Model 2. Predicting the thickness of soils within the 0-2m range
Model 3. Predicting the occurrence of deep soils (soils greater than 2m thick)
Models 1 and 3 used the categorical model variant of the Ranger RF which was preceded by distinguishing; for Model 1, the observations that were deemed as rock outcrops from soils. And for Model 3, distinguishing soils that were less than 2m thick (and not rock outcrops) from soils greater than 2m thick. Ultimately both Models 1 and 3 were binary categorical models. 50 repeats of 5-fold CV (cross-validation) iterations of the Ranger RF model were run for each Model variant.
Model 2 used the regression form of the random forest model. After removing from the total data set the observations that were regarded as rock outcrops and soil greater than 2m, there were 111,302 observations available. Of these, 67,698 had explicitly defined soil thickness values. The remaining 43,604 were right-censored data and were treated as follows. For each repeated 5-fold iteration, prior to splitting the data in calibration and validation datasets, values from a beta function were drawn at random of length 43,604. This value (between 0 and 1) was multiplied by the censored value soil thickness and then added to this same value, creating a simulated pseudo-soil thickness. Once the simulated data were combined with actual soil thickness data, the values were square-root transformed to approximate a normal distribution. Ranger RF modelling proceeded after optimising the Hyperparameter settings as described above for the categorical modelling. Like the categorical modelling, 50 repeated 5-fold CV iterations were computed.

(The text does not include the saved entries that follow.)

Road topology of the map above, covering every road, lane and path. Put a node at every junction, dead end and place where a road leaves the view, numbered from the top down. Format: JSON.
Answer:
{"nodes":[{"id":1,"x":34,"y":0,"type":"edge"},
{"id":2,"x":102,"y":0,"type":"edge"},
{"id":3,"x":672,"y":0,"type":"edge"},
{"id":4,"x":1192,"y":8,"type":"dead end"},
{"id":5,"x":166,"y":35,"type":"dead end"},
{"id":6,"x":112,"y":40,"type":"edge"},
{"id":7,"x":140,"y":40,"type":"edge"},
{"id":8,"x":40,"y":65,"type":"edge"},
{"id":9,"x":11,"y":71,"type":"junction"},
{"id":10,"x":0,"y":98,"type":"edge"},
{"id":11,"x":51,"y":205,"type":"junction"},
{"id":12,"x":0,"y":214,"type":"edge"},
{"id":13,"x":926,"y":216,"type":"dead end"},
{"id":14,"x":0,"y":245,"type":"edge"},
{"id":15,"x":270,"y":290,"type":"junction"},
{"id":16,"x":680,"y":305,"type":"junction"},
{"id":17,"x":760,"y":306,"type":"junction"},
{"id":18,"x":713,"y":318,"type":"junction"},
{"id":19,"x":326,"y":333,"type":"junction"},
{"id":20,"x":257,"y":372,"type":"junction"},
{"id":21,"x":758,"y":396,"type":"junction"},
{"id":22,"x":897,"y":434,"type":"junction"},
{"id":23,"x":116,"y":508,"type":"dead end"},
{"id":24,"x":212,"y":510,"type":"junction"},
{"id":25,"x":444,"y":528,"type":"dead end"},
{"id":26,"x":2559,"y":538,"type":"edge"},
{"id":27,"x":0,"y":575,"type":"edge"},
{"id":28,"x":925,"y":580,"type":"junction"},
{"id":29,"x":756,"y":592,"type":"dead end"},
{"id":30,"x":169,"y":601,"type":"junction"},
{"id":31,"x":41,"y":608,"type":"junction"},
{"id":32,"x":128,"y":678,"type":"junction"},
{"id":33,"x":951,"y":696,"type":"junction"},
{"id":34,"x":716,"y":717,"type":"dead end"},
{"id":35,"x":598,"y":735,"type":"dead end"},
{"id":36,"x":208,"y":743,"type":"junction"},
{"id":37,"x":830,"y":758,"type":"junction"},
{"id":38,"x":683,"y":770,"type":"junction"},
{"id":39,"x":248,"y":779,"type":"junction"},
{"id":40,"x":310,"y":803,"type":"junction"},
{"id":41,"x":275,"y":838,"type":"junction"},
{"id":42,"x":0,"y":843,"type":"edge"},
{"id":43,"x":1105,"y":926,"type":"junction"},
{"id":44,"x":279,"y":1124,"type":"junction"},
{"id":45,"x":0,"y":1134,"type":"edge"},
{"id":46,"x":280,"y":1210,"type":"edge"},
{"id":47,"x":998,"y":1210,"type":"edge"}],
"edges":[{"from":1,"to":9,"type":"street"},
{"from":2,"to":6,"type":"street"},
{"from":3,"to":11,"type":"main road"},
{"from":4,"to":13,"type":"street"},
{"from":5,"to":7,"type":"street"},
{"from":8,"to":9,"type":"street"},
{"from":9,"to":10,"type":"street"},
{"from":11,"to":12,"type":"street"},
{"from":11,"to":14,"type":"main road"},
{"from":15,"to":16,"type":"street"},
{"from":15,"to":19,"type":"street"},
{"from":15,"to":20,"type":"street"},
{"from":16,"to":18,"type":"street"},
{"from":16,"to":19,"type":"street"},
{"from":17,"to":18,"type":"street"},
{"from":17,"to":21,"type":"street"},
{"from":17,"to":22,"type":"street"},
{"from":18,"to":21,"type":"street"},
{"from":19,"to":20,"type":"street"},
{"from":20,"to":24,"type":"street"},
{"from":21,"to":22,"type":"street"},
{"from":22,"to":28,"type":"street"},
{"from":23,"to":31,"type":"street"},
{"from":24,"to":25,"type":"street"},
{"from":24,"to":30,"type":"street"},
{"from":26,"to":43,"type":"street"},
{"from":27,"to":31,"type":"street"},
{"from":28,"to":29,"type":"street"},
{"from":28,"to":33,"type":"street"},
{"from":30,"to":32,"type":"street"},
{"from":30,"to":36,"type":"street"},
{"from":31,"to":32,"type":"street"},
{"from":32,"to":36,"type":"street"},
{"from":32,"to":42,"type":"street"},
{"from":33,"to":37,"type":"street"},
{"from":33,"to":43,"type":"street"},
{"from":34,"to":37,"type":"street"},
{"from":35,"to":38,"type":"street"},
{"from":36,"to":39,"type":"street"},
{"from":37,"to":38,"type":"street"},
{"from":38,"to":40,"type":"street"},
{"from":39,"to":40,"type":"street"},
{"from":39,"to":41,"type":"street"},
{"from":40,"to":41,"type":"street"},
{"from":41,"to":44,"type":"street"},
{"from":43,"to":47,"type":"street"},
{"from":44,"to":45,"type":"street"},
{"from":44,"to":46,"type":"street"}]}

All three model approaches were integrated via a simple ‘if-then’ pixel-based procedure. At each pixel, if Model 1 indicated the presence of rock outcrops 45 times or more out of 50 (90% of resampling iterations), the estimated soil thickness was estimated as rock outcrop, or effectively 0cm. Similarly, for Model 3 which was the model based on prediction of deep soils (soils >2m deep). In no situations did we encounter both Models 1 and 3 predict in the positive on 90% or more occasions simultaneously. If Model 1 or 3 did not predict in the positive in 90% of iterations, the prediction outputs of Model 2 were used.
After model integration, we derived a set of soil thickness exceedance probability mapping outputs. These were derived simply by assessing the empirical probabilities (at each pixel) and then tallying the number of occasions the estimated soil depth exceeded given threshold depths of 10cm, 50cm, 100cm, and 150cm. This tallied number was divided by 50 to give an exceedance probability for each threshold depth.
Goodness of fit statistics of the 3 individual models based on data excluded from model fitting (validation data). Values represent the median of 50 model iterations and values in square brackets represent the 5th and 95th percentiles.
Acknowledging recent and historical approaches for mapping soil thickness around the world this study sought to develop an approach customised to Australian conditions and available data sources with which to derive inferences. This was achieved by separate modelling of rock outcrops, intermediate and deep soils that were then integrated into one output with associated quantified uncertainties. Each of the spatial models were calibrated using a suite of environmental covariates for which climatic themed variables consistently came up as the most important predictor variables. We deduce this because such variables have direct and indirect effects via regulating biota and the weathering of parental materials which ultimately drives spatial heterogeneity of soil thickness across Australian landscapes. This updated soil thickness mapping for Australia is an improvement on previous efforts and will provide better information to inform end-users in applications such as estimating soil and carbon stocks and soil water balance modelling and monitoring.